*** Records provided

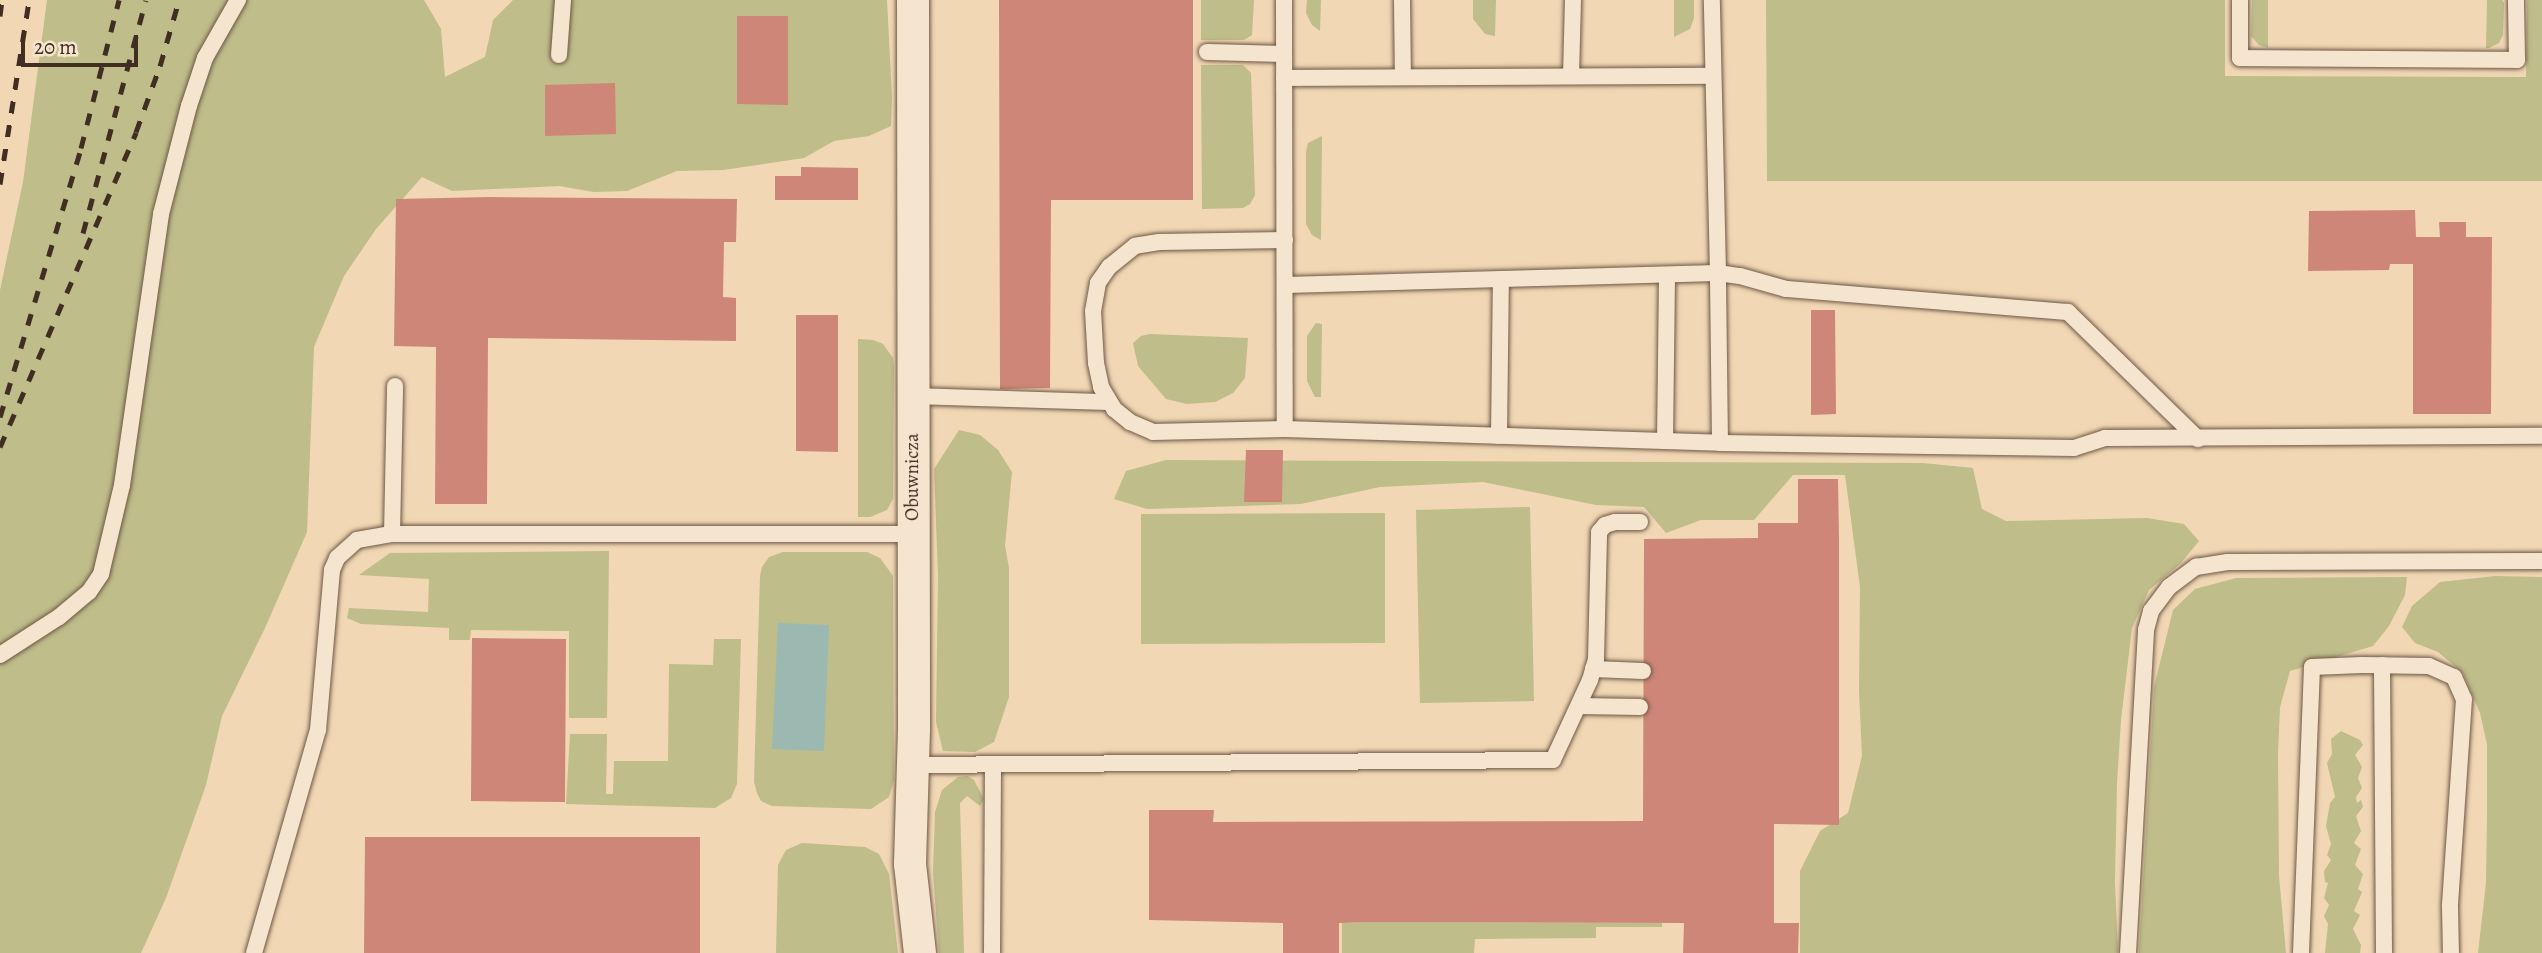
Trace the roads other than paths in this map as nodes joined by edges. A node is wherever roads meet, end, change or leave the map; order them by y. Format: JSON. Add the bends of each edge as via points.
{"nodes":[{"id":1,"x":238,"y":0,"type":"edge"},
{"id":2,"x":562,"y":0,"type":"edge"},
{"id":3,"x":913,"y":0,"type":"edge"},
{"id":4,"x":1284,"y":0,"type":"edge"},
{"id":5,"x":1402,"y":0,"type":"edge"},
{"id":6,"x":1573,"y":0,"type":"edge"},
{"id":7,"x":1712,"y":0,"type":"edge"},
{"id":8,"x":2240,"y":0,"type":"edge"},
{"id":9,"x":2516,"y":0,"type":"edge"},
{"id":10,"x":1208,"y":52,"type":"dead end"},
{"id":11,"x":1284,"y":54,"type":"junction"},
{"id":12,"x":559,"y":55,"type":"dead end"},
{"id":13,"x":1403,"y":76,"type":"junction"},
{"id":14,"x":1571,"y":76,"type":"junction"},
{"id":15,"x":1713,"y":76,"type":"junction"},
{"id":16,"x":1284,"y":78,"type":"junction"},
{"id":17,"x":1285,"y":240,"type":"junction"},
{"id":18,"x":1718,"y":273,"type":"junction"},
{"id":19,"x":1667,"y":276,"type":"junction"},
{"id":20,"x":1501,"y":279,"type":"junction"},
{"id":21,"x":1285,"y":285,"type":"junction"},
{"id":22,"x":395,"y":386,"type":"dead end"},
{"id":23,"x":913,"y":396,"type":"junction"},
{"id":24,"x":1108,"y":402,"type":"junction"},
{"id":25,"x":1285,"y":429,"type":"junction"},
{"id":26,"x":1499,"y":436,"type":"junction"},
{"id":27,"x":2542,"y":436,"type":"edge"},
{"id":28,"x":2198,"y":439,"type":"junction"},
{"id":29,"x":1665,"y":441,"type":"junction"},
{"id":30,"x":1720,"y":443,"type":"junction"},
{"id":31,"x":1640,"y":522,"type":"dead end"},
{"id":32,"x":392,"y":534,"type":"junction"},
{"id":33,"x":913,"y":534,"type":"junction"},
{"id":34,"x":2542,"y":561,"type":"edge"},
{"id":35,"x":0,"y":655,"type":"edge"},
{"id":36,"x":2382,"y":665,"type":"junction"},
{"id":37,"x":1593,"y":669,"type":"junction"},
{"id":38,"x":1643,"y":671,"type":"dead end"},
{"id":39,"x":1579,"y":706,"type":"junction"},
{"id":40,"x":1640,"y":707,"type":"dead end"},
{"id":41,"x":993,"y":764,"type":"junction"},
{"id":42,"x":913,"y":765,"type":"junction"},
{"id":43,"x":254,"y":953,"type":"edge"},
{"id":44,"x":920,"y":953,"type":"edge"},
{"id":45,"x":992,"y":953,"type":"edge"},
{"id":46,"x":2128,"y":953,"type":"edge"},
{"id":47,"x":2301,"y":953,"type":"edge"},
{"id":48,"x":2384,"y":953,"type":"edge"},
{"id":49,"x":2451,"y":953,"type":"edge"}],
"edges":[{"from":1,"to":35,"type":"lane","via":[[205,58],[162,214],[122,485],[101,574],[89,592],[59,617]]},
{"from":2,"to":12,"type":"lane"},
{"from":3,"to":23,"type":"street","name":"Obuwnicza"},
{"from":4,"to":11,"type":"lane"},
{"from":5,"to":13,"type":"lane"},
{"from":6,"to":14,"type":"lane"},
{"from":7,"to":15,"type":"lane"},
{"from":8,"to":9,"type":"lane","via":[[2240,58],[2517,60]]},
{"from":10,"to":11,"type":"lane"},
{"from":11,"to":16,"type":"lane"},
{"from":13,"to":14,"type":"lane"},
{"from":13,"to":16,"type":"lane"},
{"from":14,"to":15,"type":"lane"},
{"from":15,"to":18,"type":"lane"},
{"from":16,"to":17,"type":"lane"},
{"from":17,"to":21,"type":"lane"},
{"from":17,"to":24,"type":"lane","via":[[1159,242],[1135,246],[1109,267],[1098,283],[1093,311],[1096,363]]},
{"from":18,"to":19,"type":"lane"},
{"from":18,"to":28,"type":"lane","via":[[1786,289],[2068,313]]},
{"from":18,"to":30,"type":"lane"},
{"from":19,"to":20,"type":"lane"},
{"from":19,"to":29,"type":"lane"},
{"from":20,"to":21,"type":"lane"},
{"from":20,"to":26,"type":"lane"},
{"from":21,"to":25,"type":"lane"},
{"from":22,"to":32,"type":"lane"},
{"from":23,"to":24,"type":"lane"},
{"from":23,"to":33,"type":"street","name":"Obuwnicza"},
{"from":24,"to":25,"type":"lane","via":[[1130,422],[1153,432]]},
{"from":25,"to":26,"type":"lane"},
{"from":26,"to":29,"type":"lane"},
{"from":27,"to":28,"type":"lane"},
{"from":28,"to":30,"type":"lane","via":[[2105,438],[2074,448]]},
{"from":29,"to":30,"type":"lane"},
{"from":31,"to":37,"type":"lane","via":[[1615,522],[1600,532]]},
{"from":32,"to":33,"type":"lane"},
{"from":32,"to":43,"type":"lane","via":[[357,540],[332,570],[318,730]]},
{"from":33,"to":42,"type":"street","name":"Obuwnicza"},
{"from":34,"to":46,"type":"lane","via":[[2228,562],[2196,567],[2169,587],[2151,611],[2146,630]]},
{"from":36,"to":47,"type":"lane","via":[[2312,667]]},
{"from":36,"to":48,"type":"lane"},
{"from":36,"to":49,"type":"lane","via":[[2429,666],[2446,672],[2454,677],[2464,699]]},
{"from":37,"to":38,"type":"lane"},
{"from":37,"to":39,"type":"lane"},
{"from":39,"to":40,"type":"lane"},
{"from":39,"to":41,"type":"lane","via":[[1553,760]]},
{"from":41,"to":42,"type":"lane"},
{"from":41,"to":45,"type":"lane"},
{"from":42,"to":44,"type":"street","name":"Obuwnicza","via":[[910,864]]}]}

******

**Problem**:
Please say how many lines in the records above contain the word "street", and give only that number.

**Expected answer**:
4